The problem: Extract all lines in the data that contain the word "Wheatley".

Dataset content:
——

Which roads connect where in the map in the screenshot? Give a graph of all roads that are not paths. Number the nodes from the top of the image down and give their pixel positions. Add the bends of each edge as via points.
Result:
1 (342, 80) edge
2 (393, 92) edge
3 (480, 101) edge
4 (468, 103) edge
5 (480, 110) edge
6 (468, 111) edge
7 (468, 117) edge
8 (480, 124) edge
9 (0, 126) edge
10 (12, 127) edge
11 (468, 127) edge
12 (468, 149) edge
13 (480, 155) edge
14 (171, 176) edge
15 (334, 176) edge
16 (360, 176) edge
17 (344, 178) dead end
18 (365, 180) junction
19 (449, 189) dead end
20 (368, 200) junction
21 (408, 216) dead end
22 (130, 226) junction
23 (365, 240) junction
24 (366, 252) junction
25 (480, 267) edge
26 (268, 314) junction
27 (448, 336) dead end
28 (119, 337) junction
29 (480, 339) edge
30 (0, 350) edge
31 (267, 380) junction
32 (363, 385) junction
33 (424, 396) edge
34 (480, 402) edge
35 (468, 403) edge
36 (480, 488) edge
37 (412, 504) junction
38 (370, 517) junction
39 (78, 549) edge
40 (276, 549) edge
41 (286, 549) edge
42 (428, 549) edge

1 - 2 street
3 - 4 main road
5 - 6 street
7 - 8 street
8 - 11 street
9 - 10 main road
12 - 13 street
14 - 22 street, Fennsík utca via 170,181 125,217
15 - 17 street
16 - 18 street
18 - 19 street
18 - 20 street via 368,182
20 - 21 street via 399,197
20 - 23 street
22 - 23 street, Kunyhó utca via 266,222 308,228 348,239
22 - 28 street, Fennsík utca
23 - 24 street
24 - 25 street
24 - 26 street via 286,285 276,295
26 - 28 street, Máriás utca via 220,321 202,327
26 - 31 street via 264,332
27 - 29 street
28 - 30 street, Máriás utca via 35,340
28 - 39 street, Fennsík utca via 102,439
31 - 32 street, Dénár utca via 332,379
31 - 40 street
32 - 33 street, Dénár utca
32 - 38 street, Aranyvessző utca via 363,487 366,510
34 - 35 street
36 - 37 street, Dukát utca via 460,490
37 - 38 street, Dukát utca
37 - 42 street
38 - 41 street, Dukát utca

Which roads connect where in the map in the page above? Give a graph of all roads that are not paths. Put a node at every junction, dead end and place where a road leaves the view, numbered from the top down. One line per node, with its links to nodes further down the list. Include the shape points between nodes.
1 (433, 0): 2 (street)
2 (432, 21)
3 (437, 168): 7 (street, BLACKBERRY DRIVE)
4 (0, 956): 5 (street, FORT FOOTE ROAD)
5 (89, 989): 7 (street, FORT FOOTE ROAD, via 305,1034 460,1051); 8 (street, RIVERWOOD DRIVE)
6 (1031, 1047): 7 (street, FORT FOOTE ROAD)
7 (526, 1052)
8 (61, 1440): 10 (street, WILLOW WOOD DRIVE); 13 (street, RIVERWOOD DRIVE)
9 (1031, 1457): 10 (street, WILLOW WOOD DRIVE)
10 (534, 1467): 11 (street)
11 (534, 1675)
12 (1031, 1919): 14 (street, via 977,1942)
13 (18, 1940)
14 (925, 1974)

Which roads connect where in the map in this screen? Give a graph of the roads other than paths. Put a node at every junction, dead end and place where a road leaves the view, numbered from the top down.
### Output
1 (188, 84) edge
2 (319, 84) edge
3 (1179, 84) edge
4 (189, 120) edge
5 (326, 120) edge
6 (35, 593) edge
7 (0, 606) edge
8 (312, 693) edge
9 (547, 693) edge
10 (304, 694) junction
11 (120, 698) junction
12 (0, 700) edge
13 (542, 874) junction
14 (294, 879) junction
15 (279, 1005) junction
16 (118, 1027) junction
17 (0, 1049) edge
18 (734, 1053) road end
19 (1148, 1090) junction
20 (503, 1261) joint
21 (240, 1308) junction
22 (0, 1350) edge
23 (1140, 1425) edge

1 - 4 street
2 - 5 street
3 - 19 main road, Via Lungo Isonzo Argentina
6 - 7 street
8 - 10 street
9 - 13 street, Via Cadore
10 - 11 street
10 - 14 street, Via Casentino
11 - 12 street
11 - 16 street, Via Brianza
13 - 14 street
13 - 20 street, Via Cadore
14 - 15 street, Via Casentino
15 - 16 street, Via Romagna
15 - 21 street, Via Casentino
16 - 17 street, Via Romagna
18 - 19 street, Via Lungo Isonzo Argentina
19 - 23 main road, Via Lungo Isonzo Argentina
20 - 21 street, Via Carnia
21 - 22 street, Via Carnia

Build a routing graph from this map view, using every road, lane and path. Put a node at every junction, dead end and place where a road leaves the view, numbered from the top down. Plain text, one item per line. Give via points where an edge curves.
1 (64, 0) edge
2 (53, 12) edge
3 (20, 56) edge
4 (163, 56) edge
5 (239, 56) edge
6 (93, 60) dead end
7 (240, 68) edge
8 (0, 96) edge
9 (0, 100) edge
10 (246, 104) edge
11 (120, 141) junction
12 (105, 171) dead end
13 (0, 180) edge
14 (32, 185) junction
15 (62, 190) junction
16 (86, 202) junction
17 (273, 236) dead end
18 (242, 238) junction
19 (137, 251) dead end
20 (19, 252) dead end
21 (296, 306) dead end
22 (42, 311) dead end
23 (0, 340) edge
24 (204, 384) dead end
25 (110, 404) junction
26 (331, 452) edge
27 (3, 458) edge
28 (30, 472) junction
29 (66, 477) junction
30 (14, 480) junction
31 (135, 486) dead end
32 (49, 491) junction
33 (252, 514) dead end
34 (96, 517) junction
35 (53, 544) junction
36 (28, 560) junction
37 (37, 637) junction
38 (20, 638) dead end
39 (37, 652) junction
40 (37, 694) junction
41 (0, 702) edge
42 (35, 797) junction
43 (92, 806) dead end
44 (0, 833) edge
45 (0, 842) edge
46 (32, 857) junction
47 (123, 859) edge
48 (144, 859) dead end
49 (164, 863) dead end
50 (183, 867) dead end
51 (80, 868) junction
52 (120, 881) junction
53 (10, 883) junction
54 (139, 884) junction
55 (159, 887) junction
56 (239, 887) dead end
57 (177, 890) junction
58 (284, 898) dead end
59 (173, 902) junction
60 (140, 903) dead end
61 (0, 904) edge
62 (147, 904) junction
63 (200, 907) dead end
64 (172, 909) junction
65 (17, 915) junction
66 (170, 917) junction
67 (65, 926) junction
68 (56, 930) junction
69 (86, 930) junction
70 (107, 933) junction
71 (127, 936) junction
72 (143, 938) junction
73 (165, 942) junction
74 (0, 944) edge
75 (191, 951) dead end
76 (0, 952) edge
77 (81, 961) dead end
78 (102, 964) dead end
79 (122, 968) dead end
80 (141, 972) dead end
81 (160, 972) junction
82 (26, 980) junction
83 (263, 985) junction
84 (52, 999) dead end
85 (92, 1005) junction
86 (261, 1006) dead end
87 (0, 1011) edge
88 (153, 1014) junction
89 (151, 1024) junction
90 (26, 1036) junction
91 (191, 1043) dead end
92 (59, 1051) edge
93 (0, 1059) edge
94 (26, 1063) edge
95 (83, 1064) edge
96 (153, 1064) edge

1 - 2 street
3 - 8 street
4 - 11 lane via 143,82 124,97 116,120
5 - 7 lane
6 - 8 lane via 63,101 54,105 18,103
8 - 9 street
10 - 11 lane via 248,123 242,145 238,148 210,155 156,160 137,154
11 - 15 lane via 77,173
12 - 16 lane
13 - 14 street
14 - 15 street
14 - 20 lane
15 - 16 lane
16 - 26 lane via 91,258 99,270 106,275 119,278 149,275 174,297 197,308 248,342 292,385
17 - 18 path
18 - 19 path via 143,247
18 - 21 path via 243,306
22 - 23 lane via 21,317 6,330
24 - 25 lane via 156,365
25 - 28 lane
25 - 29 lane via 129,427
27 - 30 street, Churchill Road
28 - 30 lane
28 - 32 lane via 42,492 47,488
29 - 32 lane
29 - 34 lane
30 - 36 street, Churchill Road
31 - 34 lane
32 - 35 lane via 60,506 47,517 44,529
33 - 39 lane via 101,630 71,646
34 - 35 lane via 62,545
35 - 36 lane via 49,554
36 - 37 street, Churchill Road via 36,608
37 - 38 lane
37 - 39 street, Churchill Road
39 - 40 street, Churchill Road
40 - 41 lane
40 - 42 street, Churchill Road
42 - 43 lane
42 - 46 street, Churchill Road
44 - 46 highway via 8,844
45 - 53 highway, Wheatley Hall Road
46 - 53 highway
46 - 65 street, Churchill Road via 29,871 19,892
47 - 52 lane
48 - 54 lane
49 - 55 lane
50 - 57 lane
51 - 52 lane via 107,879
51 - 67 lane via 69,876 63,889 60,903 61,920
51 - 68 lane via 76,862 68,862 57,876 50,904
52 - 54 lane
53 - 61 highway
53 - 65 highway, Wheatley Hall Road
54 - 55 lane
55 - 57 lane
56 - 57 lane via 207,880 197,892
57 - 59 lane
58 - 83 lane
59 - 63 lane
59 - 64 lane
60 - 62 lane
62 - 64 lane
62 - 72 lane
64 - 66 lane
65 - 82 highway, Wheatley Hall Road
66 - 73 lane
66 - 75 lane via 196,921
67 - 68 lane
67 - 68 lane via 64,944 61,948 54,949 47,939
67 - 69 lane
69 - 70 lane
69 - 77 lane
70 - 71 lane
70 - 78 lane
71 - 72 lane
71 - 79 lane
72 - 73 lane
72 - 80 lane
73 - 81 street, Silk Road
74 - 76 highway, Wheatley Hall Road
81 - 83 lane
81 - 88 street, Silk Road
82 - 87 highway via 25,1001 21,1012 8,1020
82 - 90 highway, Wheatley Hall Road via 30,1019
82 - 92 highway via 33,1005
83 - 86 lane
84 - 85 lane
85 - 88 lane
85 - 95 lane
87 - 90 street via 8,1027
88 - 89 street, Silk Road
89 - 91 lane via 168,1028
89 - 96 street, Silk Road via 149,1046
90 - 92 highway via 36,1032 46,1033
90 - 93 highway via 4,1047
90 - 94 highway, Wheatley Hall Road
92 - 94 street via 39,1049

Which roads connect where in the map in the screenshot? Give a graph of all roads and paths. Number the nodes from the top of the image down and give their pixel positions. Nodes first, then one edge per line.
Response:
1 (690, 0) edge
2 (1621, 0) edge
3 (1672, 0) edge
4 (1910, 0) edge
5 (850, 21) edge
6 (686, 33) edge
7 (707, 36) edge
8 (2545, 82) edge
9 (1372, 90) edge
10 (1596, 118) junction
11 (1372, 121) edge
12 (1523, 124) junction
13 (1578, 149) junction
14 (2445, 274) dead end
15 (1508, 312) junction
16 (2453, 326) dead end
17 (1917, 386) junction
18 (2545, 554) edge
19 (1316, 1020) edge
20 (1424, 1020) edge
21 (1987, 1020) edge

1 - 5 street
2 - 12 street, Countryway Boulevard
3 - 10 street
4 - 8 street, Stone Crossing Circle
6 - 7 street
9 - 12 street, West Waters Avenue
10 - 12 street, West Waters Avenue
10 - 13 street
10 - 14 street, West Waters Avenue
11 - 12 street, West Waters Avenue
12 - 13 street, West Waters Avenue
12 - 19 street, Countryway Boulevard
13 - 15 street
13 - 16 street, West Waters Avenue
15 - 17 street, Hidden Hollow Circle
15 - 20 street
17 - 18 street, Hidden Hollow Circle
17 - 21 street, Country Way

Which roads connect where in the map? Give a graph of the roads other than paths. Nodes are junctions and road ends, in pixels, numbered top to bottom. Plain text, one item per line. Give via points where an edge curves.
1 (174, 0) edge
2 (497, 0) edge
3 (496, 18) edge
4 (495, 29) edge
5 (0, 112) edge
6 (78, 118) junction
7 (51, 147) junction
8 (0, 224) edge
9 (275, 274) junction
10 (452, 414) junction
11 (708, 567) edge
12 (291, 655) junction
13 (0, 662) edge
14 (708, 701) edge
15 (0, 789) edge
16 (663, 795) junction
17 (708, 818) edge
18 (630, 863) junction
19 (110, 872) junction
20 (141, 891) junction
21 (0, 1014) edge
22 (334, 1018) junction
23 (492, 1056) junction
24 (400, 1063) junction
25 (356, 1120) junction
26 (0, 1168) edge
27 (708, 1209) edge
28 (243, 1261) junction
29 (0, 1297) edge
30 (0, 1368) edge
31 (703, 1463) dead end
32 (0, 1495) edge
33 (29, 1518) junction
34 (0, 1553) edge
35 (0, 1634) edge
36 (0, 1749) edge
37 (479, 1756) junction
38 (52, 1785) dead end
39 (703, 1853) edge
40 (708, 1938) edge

——

The answer:
45 - 53 highway, Wheatley Hall Road
53 - 65 highway, Wheatley Hall Road
65 - 82 highway, Wheatley Hall Road
74 - 76 highway, Wheatley Hall Road
82 - 90 highway, Wheatley Hall Road via 30,1019
90 - 94 highway, Wheatley Hall Road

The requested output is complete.